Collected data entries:
◆ ◆ ◆ ◆

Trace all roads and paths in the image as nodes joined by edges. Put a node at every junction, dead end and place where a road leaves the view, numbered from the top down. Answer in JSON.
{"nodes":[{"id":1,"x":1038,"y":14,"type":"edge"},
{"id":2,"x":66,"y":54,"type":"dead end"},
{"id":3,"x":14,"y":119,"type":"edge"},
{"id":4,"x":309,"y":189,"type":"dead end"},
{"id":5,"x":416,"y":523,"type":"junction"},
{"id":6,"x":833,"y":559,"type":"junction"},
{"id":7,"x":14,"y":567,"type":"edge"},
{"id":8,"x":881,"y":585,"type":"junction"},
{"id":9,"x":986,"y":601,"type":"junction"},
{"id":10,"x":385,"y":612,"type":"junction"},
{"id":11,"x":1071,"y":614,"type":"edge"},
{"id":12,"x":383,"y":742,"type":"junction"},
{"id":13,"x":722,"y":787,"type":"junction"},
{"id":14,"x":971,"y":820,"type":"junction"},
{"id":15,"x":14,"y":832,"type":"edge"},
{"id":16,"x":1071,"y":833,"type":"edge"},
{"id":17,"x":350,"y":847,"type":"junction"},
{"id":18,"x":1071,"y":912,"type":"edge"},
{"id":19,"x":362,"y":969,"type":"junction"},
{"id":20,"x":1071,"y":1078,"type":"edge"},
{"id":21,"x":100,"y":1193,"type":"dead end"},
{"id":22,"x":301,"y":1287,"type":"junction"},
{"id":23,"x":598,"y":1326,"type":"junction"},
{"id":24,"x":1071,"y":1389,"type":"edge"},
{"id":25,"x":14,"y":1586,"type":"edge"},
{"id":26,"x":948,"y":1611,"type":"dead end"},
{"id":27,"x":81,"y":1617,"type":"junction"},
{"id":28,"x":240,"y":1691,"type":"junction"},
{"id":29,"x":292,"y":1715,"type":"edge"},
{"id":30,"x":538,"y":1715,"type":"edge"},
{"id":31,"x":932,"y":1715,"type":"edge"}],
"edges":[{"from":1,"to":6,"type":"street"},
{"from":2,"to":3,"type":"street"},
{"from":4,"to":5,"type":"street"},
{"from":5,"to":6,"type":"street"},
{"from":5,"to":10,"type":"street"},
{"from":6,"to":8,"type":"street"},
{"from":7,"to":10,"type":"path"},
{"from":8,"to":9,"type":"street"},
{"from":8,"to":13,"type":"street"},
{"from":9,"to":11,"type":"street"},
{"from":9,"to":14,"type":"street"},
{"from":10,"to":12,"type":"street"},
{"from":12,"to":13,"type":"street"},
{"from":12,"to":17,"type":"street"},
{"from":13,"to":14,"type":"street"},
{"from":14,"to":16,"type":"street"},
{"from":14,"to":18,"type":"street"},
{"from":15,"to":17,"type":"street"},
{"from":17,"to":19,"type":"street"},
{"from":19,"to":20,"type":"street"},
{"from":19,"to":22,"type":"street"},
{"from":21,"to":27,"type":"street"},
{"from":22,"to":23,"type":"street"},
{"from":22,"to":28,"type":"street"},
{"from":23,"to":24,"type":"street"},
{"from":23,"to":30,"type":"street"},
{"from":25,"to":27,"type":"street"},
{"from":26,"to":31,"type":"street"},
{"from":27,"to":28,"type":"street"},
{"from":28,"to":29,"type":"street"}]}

◆ ◆ ◆ ◆

* **Task to carry out**
An exact reproduction of all the records is needed.

* **Task response**
Trace all roads and paths in the image as nodes joined by edges. Put a node at every junction, dead end and place where a road leaves the view, numbered from the top down. Answer in JSON.
{"nodes":[{"id":1,"x":1038,"y":14,"type":"edge"},
{"id":2,"x":66,"y":54,"type":"dead end"},
{"id":3,"x":14,"y":119,"type":"edge"},
{"id":4,"x":309,"y":189,"type":"dead end"},
{"id":5,"x":416,"y":523,"type":"junction"},
{"id":6,"x":833,"y":559,"type":"junction"},
{"id":7,"x":14,"y":567,"type":"edge"},
{"id":8,"x":881,"y":585,"type":"junction"},
{"id":9,"x":986,"y":601,"type":"junction"},
{"id":10,"x":385,"y":612,"type":"junction"},
{"id":11,"x":1071,"y":614,"type":"edge"},
{"id":12,"x":383,"y":742,"type":"junction"},
{"id":13,"x":722,"y":787,"type":"junction"},
{"id":14,"x":971,"y":820,"type":"junction"},
{"id":15,"x":14,"y":832,"type":"edge"},
{"id":16,"x":1071,"y":833,"type":"edge"},
{"id":17,"x":350,"y":847,"type":"junction"},
{"id":18,"x":1071,"y":912,"type":"edge"},
{"id":19,"x":362,"y":969,"type":"junction"},
{"id":20,"x":1071,"y":1078,"type":"edge"},
{"id":21,"x":100,"y":1193,"type":"dead end"},
{"id":22,"x":301,"y":1287,"type":"junction"},
{"id":23,"x":598,"y":1326,"type":"junction"},
{"id":24,"x":1071,"y":1389,"type":"edge"},
{"id":25,"x":14,"y":1586,"type":"edge"},
{"id":26,"x":948,"y":1611,"type":"dead end"},
{"id":27,"x":81,"y":1617,"type":"junction"},
{"id":28,"x":240,"y":1691,"type":"junction"},
{"id":29,"x":292,"y":1715,"type":"edge"},
{"id":30,"x":538,"y":1715,"type":"edge"},
{"id":31,"x":932,"y":1715,"type":"edge"}],
"edges":[{"from":1,"to":6,"type":"street"},
{"from":2,"to":3,"type":"street"},
{"from":4,"to":5,"type":"street"},
{"from":5,"to":6,"type":"street"},
{"from":5,"to":10,"type":"street"},
{"from":6,"to":8,"type":"street"},
{"from":7,"to":10,"type":"path"},
{"from":8,"to":9,"type":"street"},
{"from":8,"to":13,"type":"street"},
{"from":9,"to":11,"type":"street"},
{"from":9,"to":14,"type":"street"},
{"from":10,"to":12,"type":"street"},
{"from":12,"to":13,"type":"street"},
{"from":12,"to":17,"type":"street"},
{"from":13,"to":14,"type":"street"},
{"from":14,"to":16,"type":"street"},
{"from":14,"to":18,"type":"street"},
{"from":15,"to":17,"type":"street"},
{"from":17,"to":19,"type":"street"},
{"from":19,"to":20,"type":"street"},
{"from":19,"to":22,"type":"street"},
{"from":21,"to":27,"type":"street"},
{"from":22,"to":23,"type":"street"},
{"from":22,"to":28,"type":"street"},
{"from":23,"to":24,"type":"street"},
{"from":23,"to":30,"type":"street"},
{"from":25,"to":27,"type":"street"},
{"from":26,"to":31,"type":"street"},
{"from":27,"to":28,"type":"street"},
{"from":28,"to":29,"type":"street"}]}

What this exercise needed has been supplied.